Writer's picture: By The Financial DistrictBy The Financial District

For many people outside of Georgia, the protests against the recent docking of the Russian cruise ship Astoria Grande were a reminder that Russia has not only invaded Ukraine and occupied large parts of its territory: it has in recent memory also occupied two regions of Georgia as well as a slither of land in eastern Moldova, Marek Grzegorczyk reported for Emerging Europe.

Photo Insert: The Astoria Grande.



A region of Georgia, Abkhazia has maintained de facto independence since the end of a civil war in 1993 in which Russia supplied cash and weapons to Abkhazian separatists. Russia has a military presence in the region and is one of a handful of states that recognizes the territory’s independence.


Before the 1992-1993 war, Georgians made up nearly half of Abkhazia’s population, and less than 20% of the population was Abkhaz.

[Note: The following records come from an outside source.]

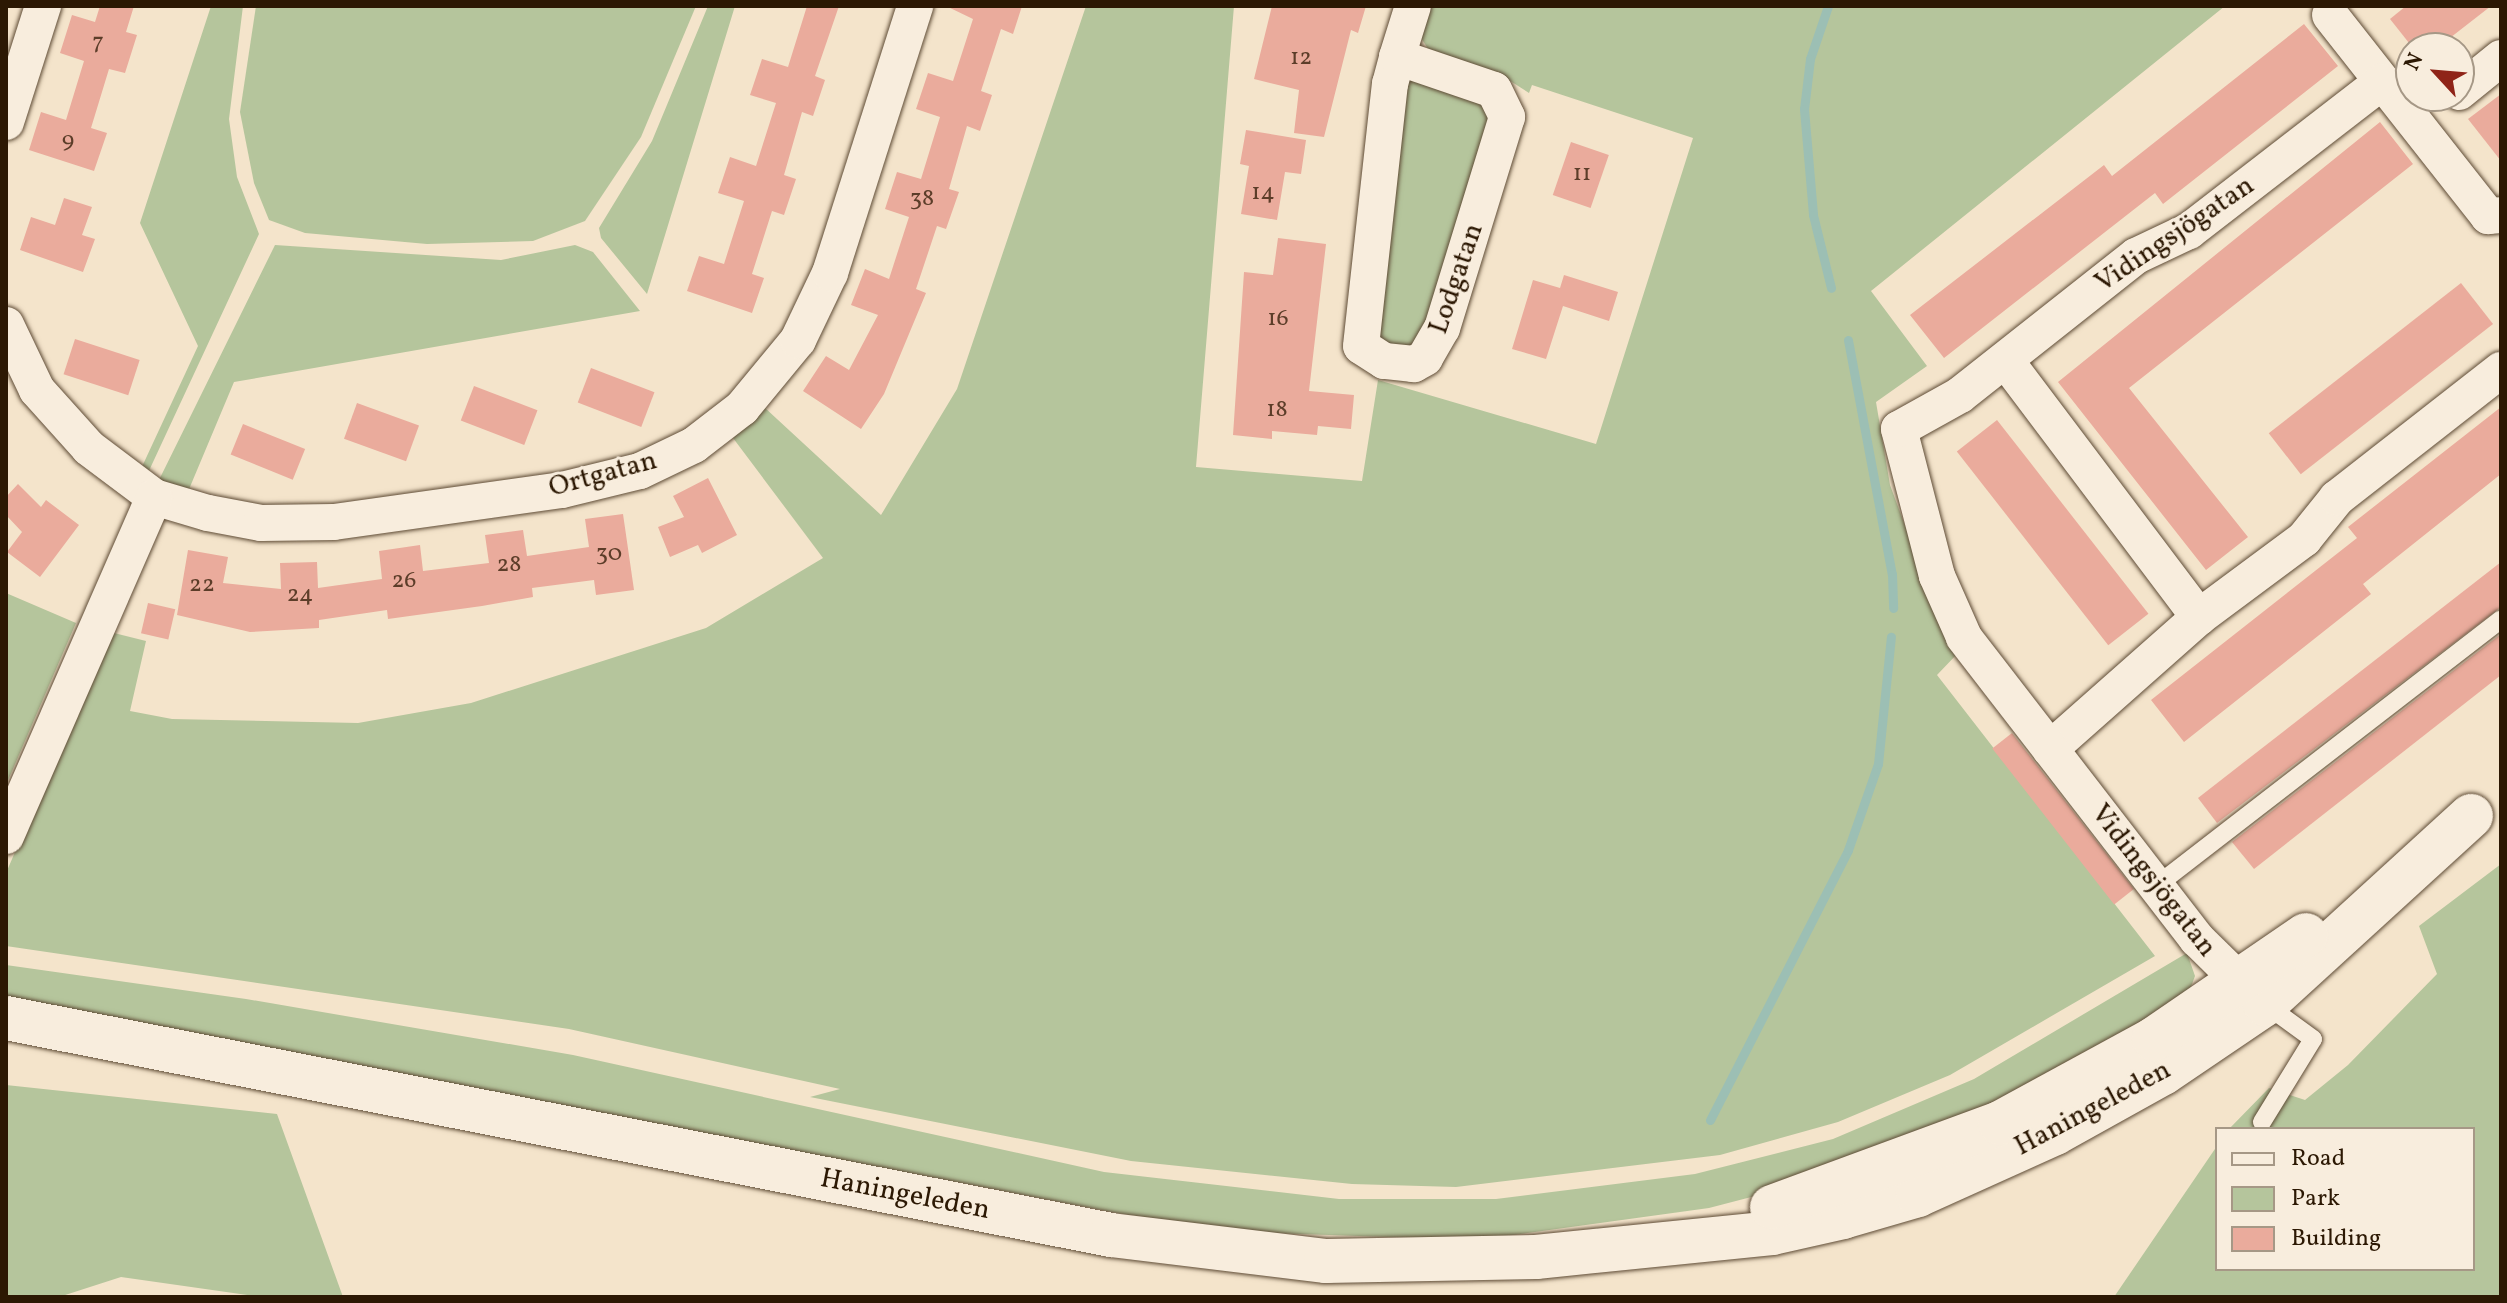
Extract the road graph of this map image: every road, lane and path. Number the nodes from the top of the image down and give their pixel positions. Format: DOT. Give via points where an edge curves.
graph roads {
  1 [pos="43,6"];
  2 [pos="915,6"];
  3 [pos="1413,6"];
  4 [pos="2330,15"];
  5 [pos="1397,57"];
  6 [pos="2501,58"];
  7 [pos="2475,79"];
  8 [pos="2382,82"];
  9 [pos="2434,112"];
  10 [pos="6,122"];
  11 [pos="2416,126"];
  12 [pos="2497,224"];
  13 [pos="6,325"];
  14 [pos="2006,361"];
  15 [pos="2501,370"];
  16 [pos="154,497"];
  17 [pos="2199,617"];
  18 [pos="2501,619"];
  19 [pos="2050,749"];
  20 [pos="2486,804"];
  21 [pos="6,836"];
  22 [pos="2156,886"];
  23 [pos="2252,994"];
  24 [pos="6,1018"];
  25 [pos="6,1043"];
  26 [pos="179,1053"];
  27 [pos="2262,1122"];
  1 -- 10 [label="street"];
  2 -- 16 [label="street, Ortgatan" via="812,317 742,408 694,445 602,482 334,522 261,523"];
  3 -- 5 [label="street, Lodgatan"];
  4 -- 8 [label="street"];
  5 -- 5 [label="street, Lodgatan" via="1361,346 1384,361 1414,364 1425,358 1442,328 1507,117 1494,90"];
  6 -- 7 [label="street"];
  8 -- 11 [label="street"];
  8 -- 14 [label="street, Vidingsjögatan" via="2189,231 2136,256"];
  9 -- 11 [label="street"];
  11 -- 12 [label="street"];
  13 -- 16 [label="street, Ortgatan" via="37,390 60,421"];
  14 -- 17 [label="street"];
  14 -- 19 [label="street, Vidingsjögatan" via="1899,429 1937,576 1964,637"];
  15 -- 17 [label="street" via="2328,506 2304,539"];
  16 -- 21 [label="street"];
  17 -- 19 [label="street"];
  18 -- 22 [label="lane"];
  19 -- 22 [label="street, Vidingsjögatan"];
  20 -- 23 [label="main road, Haningeleden"];
  22 -- 23 [label="street, Vidingsjögatan"];
  23 -- 26 [label="main road, Haningeleden" via="2154,1039 2000,1123 1805,1197 1638,1244 1455,1263 1231,1251 1020,1218"];
  23 -- 27 [label="lane" via="2313,1039"];
  24 -- 26 [label="main road, Haningeleden"];
  25 -- 26 [label="main road, Haningeleden"];
}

The separatists engaged in ethnic cleansing and 250,000 Georgians were expelled. Thousands of Russian troops are stationed in the territory, and Russia remains influential in Abkhazia’s security apparatus.


As in Abkhazia, the South Ossetian separatists were backed by Russia. The conflict remained largely frozen, with South Ossetia de facto independent from Tbilisi until 2004, when Georgia’s then-president Mikheil Saakashvili vowed to reincorporate separatist territories.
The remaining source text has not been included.